Suppose you want to build a rectangular sandbox where the width is 5 feet less than the length and the diagonal is 5 feet longer than the length. What are the dimensions of the sandbox?
If the length is x, then you must have
(x-5)^2 + x^2 = (x+5)^2
You can work through the math, but just think of the simple
3-4-5 right triangle.

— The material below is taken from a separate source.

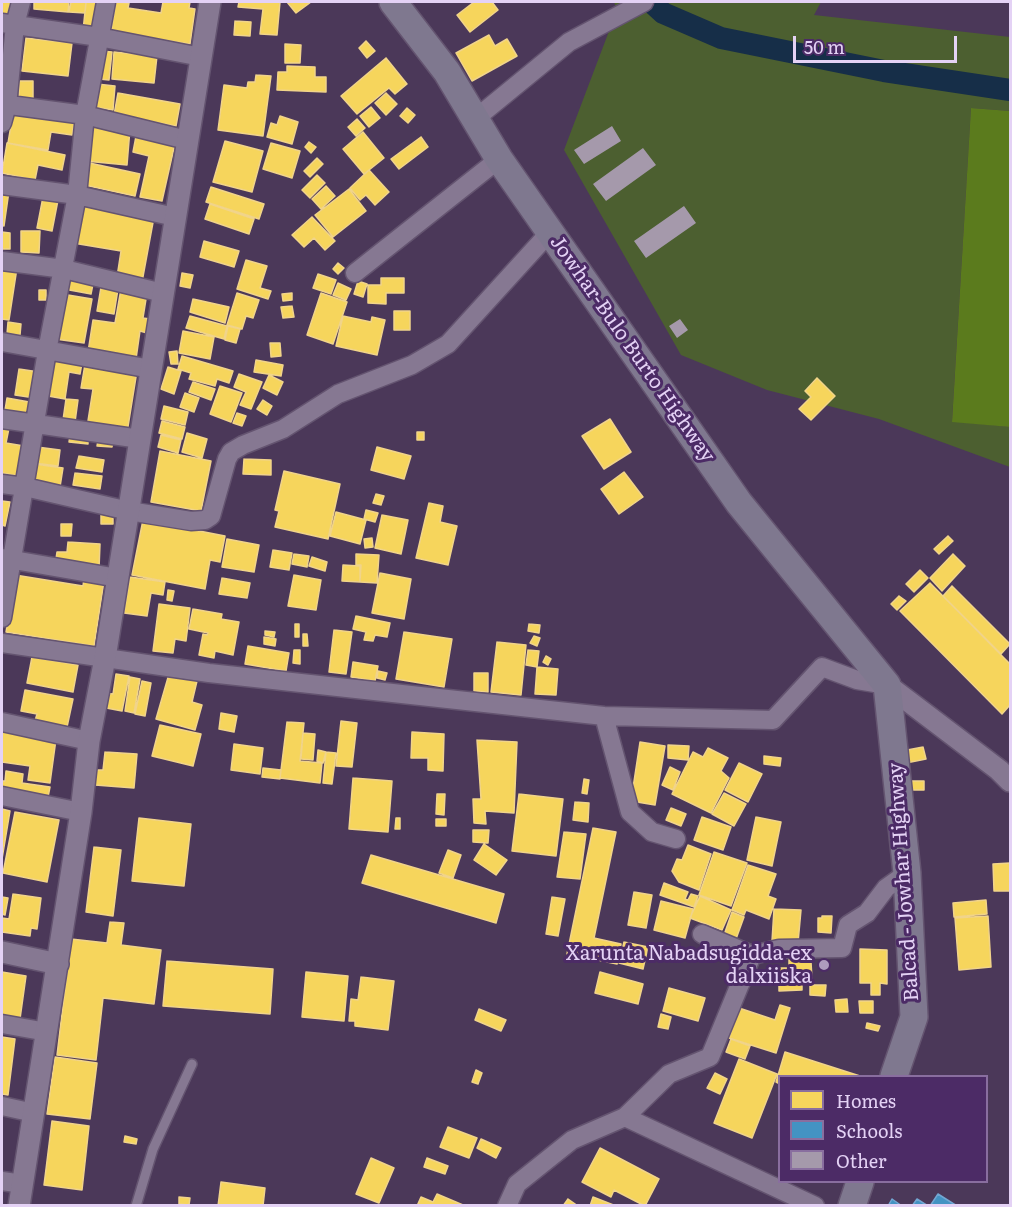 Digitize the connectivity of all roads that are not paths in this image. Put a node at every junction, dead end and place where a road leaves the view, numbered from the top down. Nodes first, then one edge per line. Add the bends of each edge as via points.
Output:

Scale it up by a factor of 5, and you have
15-20-25
Length = L.
Width = L-5 ft.
Diag. = L+5 ft.
L^2 + (L-5)^2 = (L+5)^2.
L^2 + L^2 - 10L +25 = L^2 + 10L + 25,
L^2 - 20L = 0,
Divide both sides by L:
L - 20 = 0,
L = 20 ft.
Width = L-5 = 15 ft.
To find the dimensions of the rectangular sandbox, we can set up a system of equations based on the given information. Let's call the length of the sandbox "L" and the width "W."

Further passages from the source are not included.